2.4 Biochemical analyses
Venous blood samples were collected non-fasting in 4 mL serum tubes with serum separator and clot activator (Vacuette®, Greiner Bio-One, Austria) from 250 infants and analyzed at the Department of Medical Biochemistry at Vestfold Hospital Trust. Venipuncture failed in two infants. Analysis of serum B12, holoTC and folate were performed on Cobas e801 from Roche Diagnostics GmbH, Mannheim, Germany. The measuring range of serum folate was 4.5 nmol/to 45 nmol/L. Results above 45.4 nmol/L are reported as “> 45 nmol/L”. Hematology samples were analyzed using XN-9000 analyzers from Sysmex Co., Kobe, Japan, while MMA and tHcy were simultaneously determined by a liquid chromatography tandem mass spectrometry (LC-MS/MS) method in serum.

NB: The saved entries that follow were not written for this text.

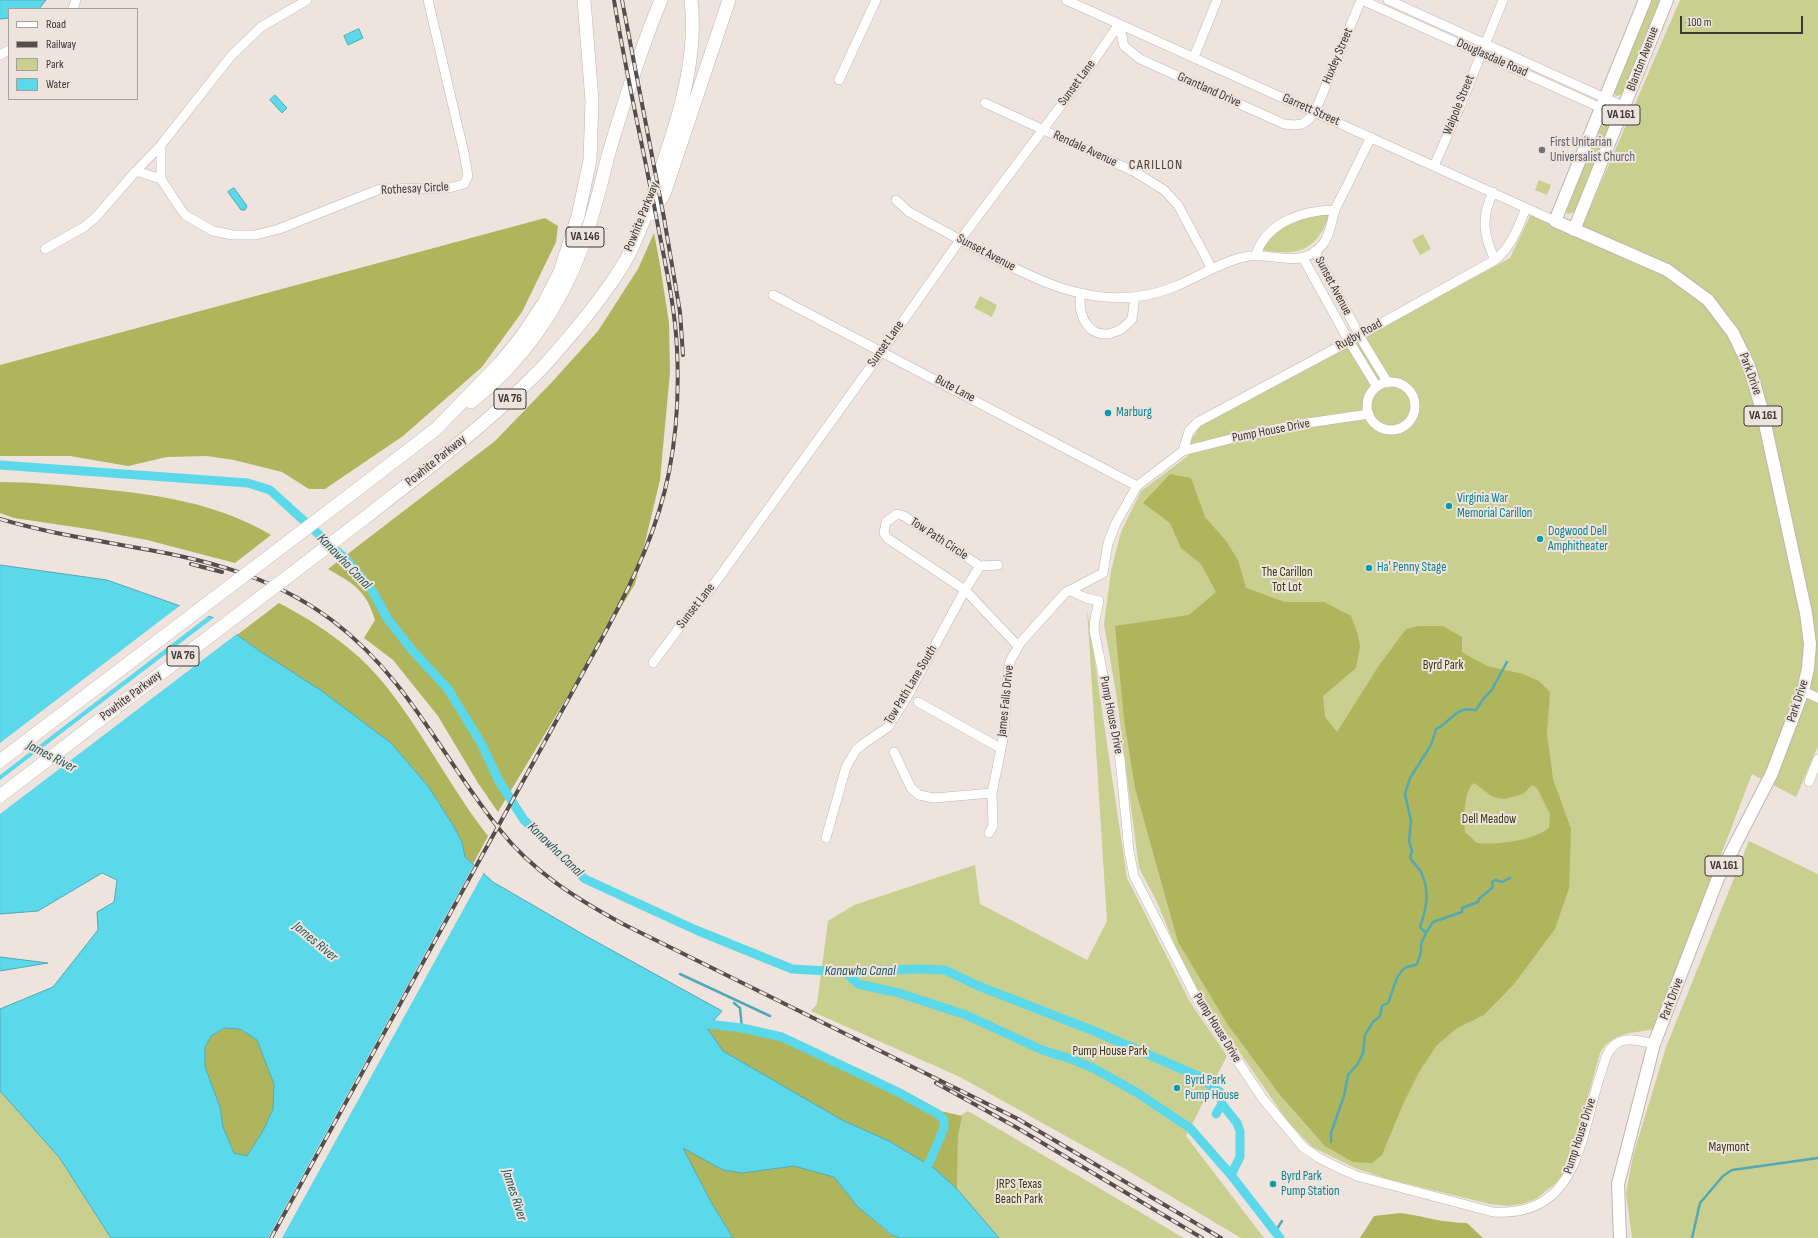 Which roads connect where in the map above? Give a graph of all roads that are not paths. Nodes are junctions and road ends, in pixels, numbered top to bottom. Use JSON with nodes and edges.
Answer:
{"nodes":[{"id":1,"x":306,"y":0,"type":"edge"},
{"id":2,"x":428,"y":0,"type":"edge"},
{"id":3,"x":584,"y":0,"type":"edge"},
{"id":4,"x":661,"y":0,"type":"edge"},
{"id":5,"x":691,"y":0,"type":"edge"},
{"id":6,"x":729,"y":0,"type":"edge"},
{"id":7,"x":876,"y":0,"type":"edge"},
{"id":8,"x":1066,"y":0,"type":"edge"},
{"id":9,"x":1216,"y":0,"type":"edge"},
{"id":10,"x":1362,"y":0,"type":"edge"},
{"id":11,"x":1388,"y":0,"type":"edge"},
{"id":12,"x":1503,"y":0,"type":"edge"},
{"id":13,"x":1645,"y":0,"type":"edge"},
{"id":14,"x":1667,"y":0,"type":"edge"},
{"id":15,"x":1119,"y":24,"type":"junction"},
{"id":16,"x":1484,"y":44,"type":"junction"},
{"id":17,"x":1480,"y":53,"type":"junction"},
{"id":18,"x":1194,"y":57,"type":"junction"},
{"id":19,"x":839,"y":80,"type":"dead end"},
{"id":20,"x":985,"y":103,"type":"dead end"},
{"id":21,"x":1603,"y":103,"type":"junction"},
{"id":22,"x":1315,"y":112,"type":"junction"},
{"id":23,"x":1623,"y":112,"type":"junction"},
{"id":24,"x":1044,"y":129,"type":"junction"},
{"id":25,"x":1371,"y":137,"type":"junction"},
{"id":26,"x":161,"y":146,"type":"junction"},
{"id":27,"x":1434,"y":166,"type":"junction"},
{"id":28,"x":136,"y":171,"type":"junction"},
{"id":29,"x":161,"y":179,"type":"junction"},
{"id":30,"x":1492,"y":192,"type":"junction"},
{"id":31,"x":896,"y":200,"type":"dead end"},
{"id":32,"x":1526,"y":208,"type":"junction"},
{"id":33,"x":1335,"y":210,"type":"junction"},
{"id":34,"x":1555,"y":221,"type":"junction"},
{"id":35,"x":1574,"y":230,"type":"junction"},
{"id":36,"x":960,"y":240,"type":"junction"},
{"id":37,"x":45,"y":249,"type":"dead end"},
{"id":38,"x":1315,"y":251,"type":"junction"},
{"id":39,"x":1256,"y":254,"type":"junction"},
{"id":40,"x":627,"y":256,"type":"junction"},
{"id":41,"x":1303,"y":258,"type":"junction"},
{"id":42,"x":1495,"y":260,"type":"junction"},
{"id":43,"x":1212,"y":269,"type":"junction"},
{"id":44,"x":1081,"y":293,"type":"junction"},
{"id":45,"x":772,"y":295,"type":"dead end"},
{"id":46,"x":1135,"y":297,"type":"junction"},
{"id":47,"x":1360,"y":335,"type":"junction"},
{"id":48,"x":1349,"y":341,"type":"junction"},
{"id":49,"x":882,"y":351,"type":"junction"},
{"id":50,"x":1388,"y":383,"type":"junction"},
{"id":51,"x":1377,"y":387,"type":"junction"},
{"id":52,"x":1369,"y":414,"type":"junction"},
{"id":53,"x":436,"y":429,"type":"junction"},
{"id":54,"x":1183,"y":451,"type":"junction"},
{"id":55,"x":1137,"y":486,"type":"junction"},
{"id":56,"x":998,"y":565,"type":"dead end"},
{"id":57,"x":980,"y":566,"type":"junction"},
{"id":58,"x":1103,"y":573,"type":"joint"},
{"id":59,"x":965,"y":590,"type":"junction"},
{"id":60,"x":1070,"y":590,"type":"junction"},
{"id":61,"x":1018,"y":646,"type":"junction"},
{"id":62,"x":653,"y":663,"type":"dead end"},
{"id":63,"x":1803,"y":691,"type":"junction"},
{"id":64,"x":1818,"y":698,"type":"edge"},
{"id":65,"x":918,"y":702,"type":"dead end"},
{"id":66,"x":1000,"y":748,"type":"junction"},
{"id":67,"x":894,"y":752,"type":"dead end"},
{"id":68,"x":1818,"y":759,"type":"edge"},
{"id":69,"x":0,"y":762,"type":"edge"},
{"id":70,"x":1809,"y":782,"type":"dead end"},
{"id":71,"x":992,"y":793,"type":"junction"},
{"id":72,"x":0,"y":796,"type":"edge"},
{"id":73,"x":989,"y":833,"type":"dead end"},
{"id":74,"x":826,"y":838,"type":"dead end"},
{"id":75,"x":1654,"y":1044,"type":"junction"},
{"id":76,"x":1620,"y":1238,"type":"edge"}],
"edges":[{"from":1,"to":26,"type":"street"},
{"from":2,"to":29,"type":"street","name":"Rothesay Circle"},
{"from":3,"to":53,"type":"highway","name":"Powhite Parkway","number":"VA 76"},
{"from":4,"to":53,"type":"highway","number":"VA 146"},
{"from":5,"to":40,"type":"highway","name":"Powhite Parkway","number":"VA 76"},
{"from":6,"to":40,"type":"highway"},
{"from":7,"to":19,"type":"street"},
{"from":8,"to":15,"type":"street","name":"Garrett Street"},
{"from":9,"to":18,"type":"street"},
{"from":10,"to":17,"type":"street","name":"Douglasdale Road"},
{"from":10,"to":22,"type":"street","name":"Huxley Street"},
{"from":11,"to":16,"type":"street","name":"Douglasdale Road"},
{"from":12,"to":16,"type":"street","name":"Walpole Street"},
{"from":13,"to":21,"type":"main road","name":"Blanton Avenue","number":"VA 161"},
{"from":14,"to":23,"type":"main road","name":"Blanton Avenue","number":"VA 161"},
{"from":15,"to":18,"type":"street","name":"Garrett Street"},
{"from":15,"to":22,"type":"street","name":"Grantland Drive"},
{"from":15,"to":24,"type":"street","name":"Sunset Lane"},
{"from":16,"to":17,"type":"street","name":"Walpole Street"},
{"from":16,"to":21,"type":"street","name":"Douglasdale Road"},
{"from":17,"to":21,"type":"street","name":"Douglasdale Road"},
{"from":17,"to":27,"type":"street","name":"Walpole Street"},
{"from":18,"to":22,"type":"street","name":"Garrett Street"},
{"from":20,"to":24,"type":"street","name":"Rendale Avenue"},
{"from":21,"to":23,"type":"street","name":"Douglasdale Road"},
{"from":21,"to":34,"type":"main road","name":"Blanton Avenue","number":"VA 161"},
{"from":22,"to":25,"type":"street","name":"Garrett Street"},
{"from":23,"to":35,"type":"main road","name":"Blanton Avenue","number":"VA 161"},
{"from":24,"to":36,"type":"street","name":"Sunset Lane"},
{"from":24,"to":43,"type":"street","name":"Rendale Avenue"},
{"from":25,"to":27,"type":"street","name":"Garrett Street"},
{"from":25,"to":33,"type":"street","name":"Sunset Avenue"},
{"from":26,"to":28,"type":"street"},
{"from":26,"to":29,"type":"street","name":"Rothesay Circle"},
{"from":27,"to":30,"type":"street","name":"Garrett Street"},
{"from":28,"to":29,"type":"street"},
{"from":28,"to":37,"type":"street"},
{"from":30,"to":32,"type":"street","name":"Garrett Street"},
{"from":30,"to":42,"type":"street"},
{"from":31,"to":36,"type":"street","name":"Sunset Avenue"},
{"from":32,"to":34,"type":"street","name":"Garrett Street"},
{"from":32,"to":42,"type":"street","name":"Rugby Road"},
{"from":33,"to":38,"type":"street","name":"Sunset Avenue"},
{"from":33,"to":39,"type":"street"},
{"from":34,"to":35,"type":"main road","name":"Park Drive","number":"VA 161"},
{"from":35,"to":63,"type":"main road","name":"Park Drive","number":"VA 161"},
{"from":36,"to":44,"type":"street","name":"Sunset Avenue"},
{"from":36,"to":49,"type":"street","name":"Sunset Lane"},
{"from":38,"to":41,"type":"street","name":"Sunset Avenue"},
{"from":38,"to":47,"type":"street","name":"Sunset Avenue"},
{"from":39,"to":41,"type":"street","name":"Sunset Avenue"},
{"from":39,"to":43,"type":"street","name":"Sunset Avenue"},
{"from":40,"to":72,"type":"highway","name":"Powhite Parkway","number":"VA 76","bridge":true},
{"from":41,"to":48,"type":"street","name":"Sunset Avenue"},
{"from":42,"to":47,"type":"street","name":"Rugby Road"},
{"from":43,"to":46,"type":"street","name":"Sunset Avenue"},
{"from":44,"to":46,"type":"street","name":"Sunset Avenue"},
{"from":44,"to":46,"type":"street"},
{"from":45,"to":49,"type":"street","name":"Bute Lane"},
{"from":47,"to":48,"type":"street","name":"Rugby Road"},
{"from":47,"to":50,"type":"street","name":"Sunset Avenue"},
{"from":48,"to":51,"type":"street","name":"Sunset Avenue"},
{"from":48,"to":54,"type":"street","name":"Rugby Road"},
{"from":49,"to":55,"type":"street","name":"Bute Lane"},
{"from":49,"to":62,"type":"street","name":"Sunset Lane"},
{"from":50,"to":51,"type":"street"},
{"from":50,"to":52,"type":"street"},
{"from":51,"to":52,"type":"street"},
{"from":52,"to":54,"type":"street","name":"Pump House Drive"},
{"from":53,"to":69,"type":"highway","name":"Powhite Parkway","number":"VA 76","bridge":true},
{"from":54,"to":55,"type":"street","name":"Pump House Drive"},
{"from":55,"to":58,"type":"street","name":"Pump House Drive"},
{"from":56,"to":57,"type":"street"},
{"from":57,"to":59,"type":"street","name":"Tow Path Circle"},
{"from":57,"to":59,"type":"street","name":"Tow Path Circle"},
{"from":58,"to":60,"type":"street","name":"James Falls Drive"},
{"from":59,"to":61,"type":"street"},
{"from":59,"to":74,"type":"street","name":"Tow Path Lane South"},
{"from":60,"to":61,"type":"street","name":"James Falls Drive"},
{"from":60,"to":75,"type":"street","name":"Pump House Drive"},
{"from":61,"to":66,"type":"street","name":"James Falls Drive"},
{"from":63,"to":64,"type":"street"},
{"from":63,"to":75,"type":"main road","name":"Park Drive","number":"VA 161"},
{"from":65,"to":66,"type":"street"},
{"from":66,"to":71,"type":"street","name":"James Falls Drive"},
{"from":67,"to":71,"type":"street"},
{"from":68,"to":70,"type":"street"},
{"from":71,"to":73,"type":"street","name":"James Falls Drive"},
{"from":75,"to":76,"type":"main road","name":"Park Drive","number":"VA 161"}]}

To obtain serum, the blood samples were left at room temperature for a minimum of 30 min to allow for coagulation and centrifuged within 2 h. During this time, tHcy is released from erythrocytes, causing slightly higher values in serum than in plasma (∼+1 μmol/L). Duplicate measurement in serum (S-) and plasma (P-) from 75 blood donors with tHcy in plasma below 10.0 μmol/L yielded equation P-tHcy = 0.006153 + 0.8074 ∗ S-tHcy (r = 0.925). The cut off limit of 6.5 μmol/L in plasma was converted to 8.0 μmol/L in serum according to the regression algorithm. The families were informed about their infants’ blood test results and, where appropriate, given nutritional advice including the need for supplementation with iron or vitamins.
2.5 Definitions
We defined HHcy as S-tHcy>8 μmol/L. We defined clinically relevant HHcy as whenever any of the following symptoms were occurring significantly more often in infants with HHcy than in infants with S-tHcy<8 μmol/L: feeding difficulties, regurgitations, failure-to-thrive, irritability, spells of absence, apneas and seizures, abnormal movements, tremor, reduced spontaneous motor activity, excessive sleep, abnormal eye contact, hypotonia, developmental delay and cytopenia, reported as associated with B12 deficiency in infants in the literature [
]. Tongue fasciculations as an associated sign of HHcy was not included for systematic observation when the study was planned.
2.6 Statistics
Data were registered in EpiData version 4.4 from EpiData Association, Odense, Denmark. Symmetric continuous variables were presented as mean and standard deviation or if skewed, as median and interquartile range. Categorical variables were given as proportions and percentages. Not normally distributed variables were natural logarithmically transformed to ensure normality before analyses, and when converted back to original units for the sake of interpretation, presented as geometric means. Differences between independent groups regarding normally distributed variables were quantified with the two-sample t-test, or Mann Whitney U test in case of uncorrectable skewness in the data. Categorical variables were compared between groups using the Chi squared (χ2) test for homogeneity (test of proportions) or Fisher's exact test for small samples. All statistical tests were two-sided, and a p-value <0.05 was considered statistically significant. We defined biologically significant differences when Cohen's d was >0.25, or covariates in regressions that caused a change >0.25 SD of the dependent variable when the covariate changed 2 SD. To evaluate possible significant covariates for HHcy and test-results in infants, linear or logistic regression was applied. Presented models were statistically significant with p < 0.001 and did not violate assumptions. To identify significant exposure variables in regressions for risk factors, we used candidate variables in Table 1, Table 2. Variables correlating with the independent variable with Spearman's rho over 0.1 were included in a crude model. Then non-significant variables were removed for a more saturated model. The variables were again re-introduced one at a time and retained if they became significant. This was repeated, and in the final model we only kept biologically relevant variables significant at a 0.05 level. We decided a priori to include CA in all regression models. All analyses were performed in IBM SPSS Statistics version 27 (SPSS Inc, Chicago, IL, USA). NCSS 2021 Statistical Software (NCSS, LLC. Kaysville, Utah, USA, ncss.com/software/ncss) was used for figure 2 and 3.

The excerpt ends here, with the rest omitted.